Jack Kerouac, On the Road
Carlos had invited me to his parent’s house in Guadalajara so, early next morning, Klaus drove us out to the highway, and I introduced him to the fine art of hitchhiking. It took half an hour to get a ride, but fortune smiled. Standing in the wooden bed of an old truck, we drove through endless high rolling hills of giant slate blue agave hedgehogs, the contrasted volcanic soil underneath blood red, from all the tequila gods of Jalisco crash-landing on their radial spear blades. We were tossed on an ocean of two metre high mescal pineapples, each one having to wait a dozen years, until it’s heart would be cut open in a Sauza sacrifice. After baking, it tasted like yam candy. When a maguey heart is fermented it makes a light foam white wine known as pulque. It was sacred before the conquistadores arrived, but sanctity changed forever after that. The Spaniards put an edge on everything, and they put pulque through a still. You just can’t do that to a plant that is pollinated by bats, without becoming batshit crazy. One tequila, two tequila, three tequila, floor.

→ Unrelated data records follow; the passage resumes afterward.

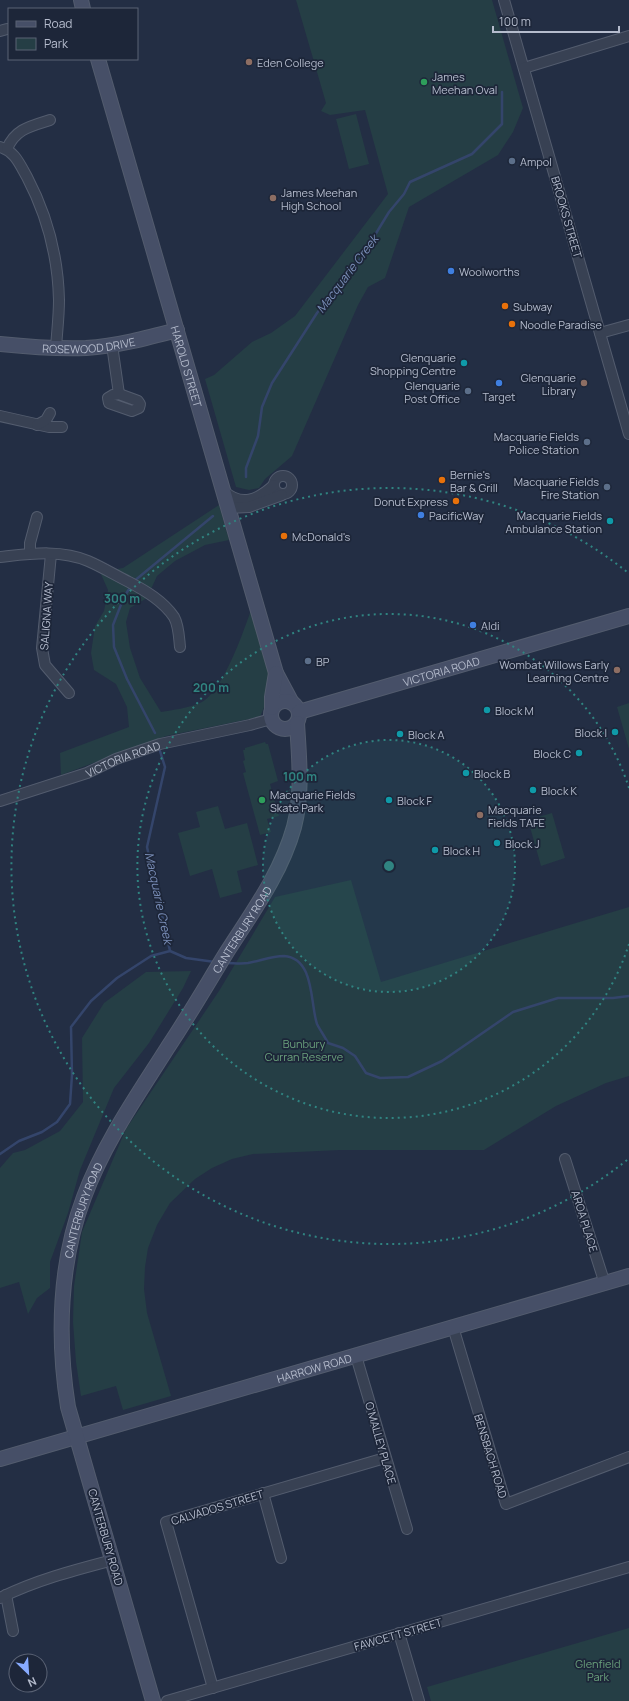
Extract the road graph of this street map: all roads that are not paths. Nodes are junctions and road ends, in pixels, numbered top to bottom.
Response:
1 (504, 0) edge
2 (629, 36) edge
3 (98, 60) edge
4 (524, 68) junction
5 (50, 120) dead end
6 (4, 148) edge
7 (629, 325) edge
8 (177, 330) junction
9 (600, 333) junction
10 (0, 344) edge
11 (112, 345) junction
12 (56, 348) junction
13 (119, 394) dead end
14 (50, 413) dead end
15 (0, 416) edge
16 (37, 424) junction
17 (62, 427) dead end
18 (629, 434) edge
19 (274, 485) junction
20 (282, 495) junction
21 (234, 504) junction
22 (249, 507) junction
23 (37, 517) dead end
24 (234, 529) junction
25 (30, 553) junction
26 (51, 554) junction
27 (0, 557) edge
28 (629, 616) edge
29 (180, 647) dead end
30 (276, 673) junction
31 (70, 693) dead end
32 (296, 712) junction
33 (274, 718) junction
34 (298, 760) junction
35 (0, 801) edge
36 (565, 1159) dead end
37 (629, 1276) edge
38 (605, 1284) junction
39 (453, 1327) junction
40 (356, 1356) junction
41 (77, 1437) junction
42 (629, 1457) edge
43 (385, 1458) junction
44 (0, 1459) edge
45 (263, 1493) junction
46 (407, 1529) dead end
47 (281, 1558) dead end
48 (113, 1560) junction
49 (629, 1567) edge
50 (3, 1597) edge
51 (13, 1631) dead end
52 (399, 1633) junction
53 (213, 1688) junction
54 (153, 1701) edge
55 (167, 1701) edge
56 (419, 1701) edge

1 - 4 street, BROOKS STREET
2 - 4 street
3 - 8 main road, HAROLD STREET
4 - 9 street, BROOKS STREET
5 - 6 street
6 - 12 street
7 - 9 street
8 - 11 main road, ROSEWOOD DRIVE
8 - 21 main road, HAROLD STREET
9 - 18 street, BROOKS STREET
10 - 12 main road, ROSEWOOD DRIVE
11 - 12 main road, ROSEWOOD DRIVE
11 - 13 street
14 - 16 street
15 - 16 street
16 - 17 street
19 - 20 street
19 - 20 street
19 - 21 street
20 - 22 street
21 - 22 street
21 - 24 main road, HAROLD STREET
22 - 24 street
23 - 25 street
24 - 30 main road, HAROLD STREET
25 - 26 street
25 - 27 street
26 - 29 street
26 - 31 street, SALIGNA WAY
28 - 32 main road, VICTORIA ROAD
30 - 32 main road, HAROLD STREET
30 - 33 main road, HAROLD STREET
32 - 33 main road
32 - 33 main road
32 - 34 main road, CANTERBURY ROAD
33 - 34 main road, CANTERBURY ROAD
33 - 35 street, VICTORIA ROAD
34 - 41 main road, CANTERBURY ROAD
36 - 38 street, AROA PLACE
37 - 38 main road, HARROW ROAD
38 - 39 main road, HARROW ROAD
39 - 40 main road, HARROW ROAD
39 - 42 street, BENSBACH ROAD
40 - 41 main road, HARROW ROAD
40 - 43 street, O'MALLEY PLACE
41 - 44 main road, HARROW ROAD
41 - 48 main road, CANTERBURY ROAD
43 - 45 street, CALVADOS STREET
43 - 46 street, O'MALLEY PLACE
45 - 47 street
45 - 53 street, CALVADOS STREET
48 - 50 street
48 - 54 main road, CANTERBURY ROAD
49 - 52 street, FAWCETT STREET
50 - 51 street
52 - 53 street, FAWCETT STREET
52 - 56 street
53 - 55 street, FAWCETT STREET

Carlos’ mother was delighted to see both of us, and quickly conjured up a feast of frijoles, carne, sopa, tortillas, and limonada. I was embarrassed later when I found she had raided Serendipity, and secretly done all my laundry. That evening, Carlos took me down to the Plaza de los Mariachis, where I ate the best vanilla ice cream I’d ever had. Roaming charro-outfitted bands of violins, tongued trumpets, vihuelas, guitars and guitarones sang out, and shouted other distillations of Mexico, God, and their own suffering- love, heroes, machismo, politics, cockroaches, betrayal, and death. By now I knew how close death was in Mexico. ‘Ay ya yay ya!’ rolled out from under sombreros waltzing under the stars. And very late, after too many Bohemias and Negra Modelos, Carlos and I rolled on home to dream.

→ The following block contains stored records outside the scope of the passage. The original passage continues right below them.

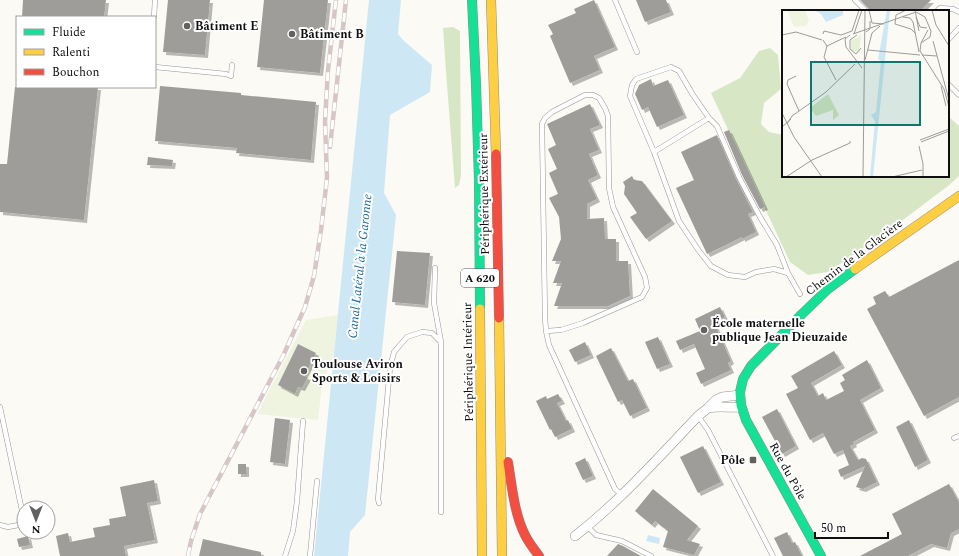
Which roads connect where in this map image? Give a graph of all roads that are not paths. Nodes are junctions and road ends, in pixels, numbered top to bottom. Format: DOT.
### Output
graph roads {
  1 [pos="155,0"];
  2 [pos="472,0"];
  3 [pos="491,0"];
  4 [pos="615,0"];
  5 [pos="855,0"];
  6 [pos="865,10"];
  7 [pos="938,10"];
  8 [pos="959,12"];
  9 [pos="154,16"];
  10 [pos="959,28"];
  11 [pos="949,39"];
  12 [pos="637,52"];
  13 [pos="232,65"];
  14 [pos="156,67"];
  15 [pos="949,85"];
  16 [pos="959,95"];
  17 [pos="709,118"];
  18 [pos="654,152"];
  19 [pos="959,196"];
  20 [pos="435,268"];
  21 [pos="788,273"];
  22 [pos="800,294"];
  23 [pos="546,331"];
  24 [pos="441,342"];
  25 [pos="740,395"];
  26 [pos="0,407"];
  27 [pos="741,407"];
  28 [pos="708,408"];
  29 [pos="698,416"];
  30 [pos="499,417"];
  31 [pos="304,421"];
  32 [pos="317,481"];
  33 [pos="622,496"];
  34 [pos="20,500"];
  35 [pos="379,503"];
  36 [pos="441,512"];
  37 [pos="0,525"];
  38 [pos="16,526"];
  39 [pos="587,526"];
  40 [pos="575,536"];
  41 [pos="285,556"];
  42 [pos="310,556"];
  43 [pos="482,556"];
  44 [pos="502,556"];
  45 [pos="539,556"];
  46 [pos="651,556"];
  47 [pos="773,556"];
  48 [pos="821,556"];
  1 -- 9 [label="lane"];
  2 -- 43 [label="main road, Périphérique Intérieur / A 620"];
  3 -- 30 [label="main road, Périphérique Extérieur / A 620"];
  4 -- 12 [label="lane"];
  5 -- 6 [label="lane"];
  7 -- 8 [label="lane"];
  10 -- 11 [label="lane"];
  13 -- 14 [label="lane"];
  15 -- 16 [label="lane"];
  17 -- 18 [label="lane"];
  17 -- 18 [label="lane"];
  17 -- 21 [label="lane"];
  18 -- 21 [label="lane"];
  19 -- 25 [label="main road, Chemin de la Glacière"];
  20 -- 24 [label="lane"];
  21 -- 22 [label="lane"];
  23 -- 23 [label="lane"];
  23 -- 33 [label="lane"];
  24 -- 35 [label="lane"];
  24 -- 36 [label="lane"];
  25 -- 27 [label="main road, Rue du Pôle"];
  25 -- 28 [label="street"];
  26 -- 34 [label="lane"];
  27 -- 28 [label="street"];
  27 -- 48 [label="main road, Rue du Pôle"];
  28 -- 29 [label="street"];
  29 -- 33 [label="street"];
  29 -- 47 [label="lane"];
  30 -- 44 [label="main road, Périphérique Extérieur / A 620"];
  30 -- 45 [label="main road"];
  31 -- 41 [label="lane"];
  32 -- 42 [label="lane"];
  33 -- 39 [label="street"];
  37 -- 38 [label="lane"];
  39 -- 40 [label="street"];
  39 -- 46 [label="lane"];
}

After a breakfast of sweet rolls, milk and frijoles next morning, Carlos took me downtown, for a tour of the municipal attractions. We visited the Museo Guadalajara, and the churches of San Francisco and Santa Monica (with it’s breathtakingly ornamented Baroque porch façade of grapes, corn, and angels). Carlos showed me the Clock Tower, and the bullet hole that Great Grandfather Pancho had shot into it one night, after too much blue agave. The highlight, however, was the murals of Orozco at the orphanage. What teacher worth his salt would have neglected to show me these? The man blew off his left hand with gunpowder in an accident, and went on to paint with the blood and charcoal and colours of the Mexican soil his wound healed into. One mural of conquistador engines raping Aztec culture went through me, like the same 25,000 year-old bull pigments would in the Altamira cave, two years from now. The mosquitoes made sleep impossible that night. I got up around five. Carlos escorted me to the edge of town, and bid me ‘buen viaje.’ An hour later, I was bouncing along the pretty little countryside just outside Tepatilan, merrily sewing my own space-time continuum.